**DATASET ENTRIES:**
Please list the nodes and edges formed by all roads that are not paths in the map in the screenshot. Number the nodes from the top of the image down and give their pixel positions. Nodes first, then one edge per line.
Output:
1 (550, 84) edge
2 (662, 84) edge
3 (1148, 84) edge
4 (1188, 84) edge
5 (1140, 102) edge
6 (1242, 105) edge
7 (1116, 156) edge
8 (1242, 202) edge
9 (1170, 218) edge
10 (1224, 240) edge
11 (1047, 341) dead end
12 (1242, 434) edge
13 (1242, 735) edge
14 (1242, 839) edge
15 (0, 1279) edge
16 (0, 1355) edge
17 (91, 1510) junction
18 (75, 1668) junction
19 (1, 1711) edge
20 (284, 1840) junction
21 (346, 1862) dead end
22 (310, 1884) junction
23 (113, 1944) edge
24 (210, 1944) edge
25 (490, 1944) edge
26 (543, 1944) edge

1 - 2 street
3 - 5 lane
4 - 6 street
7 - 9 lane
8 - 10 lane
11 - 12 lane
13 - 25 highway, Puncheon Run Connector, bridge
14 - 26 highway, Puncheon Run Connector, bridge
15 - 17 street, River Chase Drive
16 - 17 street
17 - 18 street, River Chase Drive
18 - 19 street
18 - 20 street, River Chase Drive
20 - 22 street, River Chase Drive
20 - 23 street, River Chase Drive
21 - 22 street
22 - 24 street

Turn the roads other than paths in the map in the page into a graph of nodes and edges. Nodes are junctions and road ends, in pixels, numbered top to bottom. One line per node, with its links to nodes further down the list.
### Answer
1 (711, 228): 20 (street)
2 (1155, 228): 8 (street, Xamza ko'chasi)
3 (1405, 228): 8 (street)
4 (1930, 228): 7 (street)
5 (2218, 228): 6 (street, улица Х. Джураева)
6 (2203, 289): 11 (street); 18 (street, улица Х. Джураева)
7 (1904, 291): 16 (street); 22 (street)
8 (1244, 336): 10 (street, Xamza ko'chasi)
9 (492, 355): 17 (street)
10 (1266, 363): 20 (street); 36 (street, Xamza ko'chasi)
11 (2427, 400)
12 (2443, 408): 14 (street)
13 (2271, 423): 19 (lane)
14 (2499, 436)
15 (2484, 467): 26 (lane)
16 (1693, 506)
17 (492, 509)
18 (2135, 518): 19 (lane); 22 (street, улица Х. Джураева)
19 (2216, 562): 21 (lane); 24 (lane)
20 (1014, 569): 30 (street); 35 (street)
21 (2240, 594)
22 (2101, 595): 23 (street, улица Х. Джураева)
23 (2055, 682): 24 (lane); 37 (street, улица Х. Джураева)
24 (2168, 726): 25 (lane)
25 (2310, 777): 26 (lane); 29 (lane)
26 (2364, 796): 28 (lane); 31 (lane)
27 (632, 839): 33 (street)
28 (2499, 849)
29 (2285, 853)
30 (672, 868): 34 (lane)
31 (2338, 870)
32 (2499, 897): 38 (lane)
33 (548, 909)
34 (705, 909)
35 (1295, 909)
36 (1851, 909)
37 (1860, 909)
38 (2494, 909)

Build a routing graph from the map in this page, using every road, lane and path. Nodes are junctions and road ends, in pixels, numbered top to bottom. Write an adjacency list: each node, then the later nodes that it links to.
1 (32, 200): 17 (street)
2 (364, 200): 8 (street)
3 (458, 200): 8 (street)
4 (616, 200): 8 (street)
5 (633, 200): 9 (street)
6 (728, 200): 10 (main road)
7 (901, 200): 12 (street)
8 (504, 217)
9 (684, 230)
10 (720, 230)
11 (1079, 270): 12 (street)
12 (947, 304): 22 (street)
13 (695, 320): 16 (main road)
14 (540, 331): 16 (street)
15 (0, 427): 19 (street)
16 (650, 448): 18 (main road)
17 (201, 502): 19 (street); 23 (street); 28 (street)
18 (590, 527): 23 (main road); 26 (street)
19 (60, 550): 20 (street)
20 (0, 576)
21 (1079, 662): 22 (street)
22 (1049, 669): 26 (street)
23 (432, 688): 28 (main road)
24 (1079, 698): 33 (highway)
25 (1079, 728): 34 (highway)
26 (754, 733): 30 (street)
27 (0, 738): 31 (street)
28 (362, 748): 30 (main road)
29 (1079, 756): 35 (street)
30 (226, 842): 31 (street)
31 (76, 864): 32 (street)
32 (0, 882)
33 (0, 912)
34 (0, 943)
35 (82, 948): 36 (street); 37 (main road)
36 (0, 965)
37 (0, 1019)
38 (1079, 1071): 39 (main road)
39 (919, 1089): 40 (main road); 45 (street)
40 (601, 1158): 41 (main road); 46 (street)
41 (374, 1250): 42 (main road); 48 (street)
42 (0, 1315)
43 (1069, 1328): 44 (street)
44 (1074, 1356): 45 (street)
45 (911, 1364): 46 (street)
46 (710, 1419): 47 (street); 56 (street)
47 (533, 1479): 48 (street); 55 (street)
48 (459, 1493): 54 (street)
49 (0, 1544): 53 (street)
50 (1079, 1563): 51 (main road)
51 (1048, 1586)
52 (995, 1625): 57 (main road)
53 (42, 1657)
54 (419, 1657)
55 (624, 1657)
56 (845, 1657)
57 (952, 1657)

**TASK DESCRIPTION:**
In the listing, find every line containing the word "chasi" and list it.

**RESULT OF THE EXERCISE:**
2 (1155, 228): 8 (street, Xamza ko'chasi)
8 (1244, 336): 10 (street, Xamza ko'chasi)
10 (1266, 363): 20 (street); 36 (street, Xamza ko'chasi)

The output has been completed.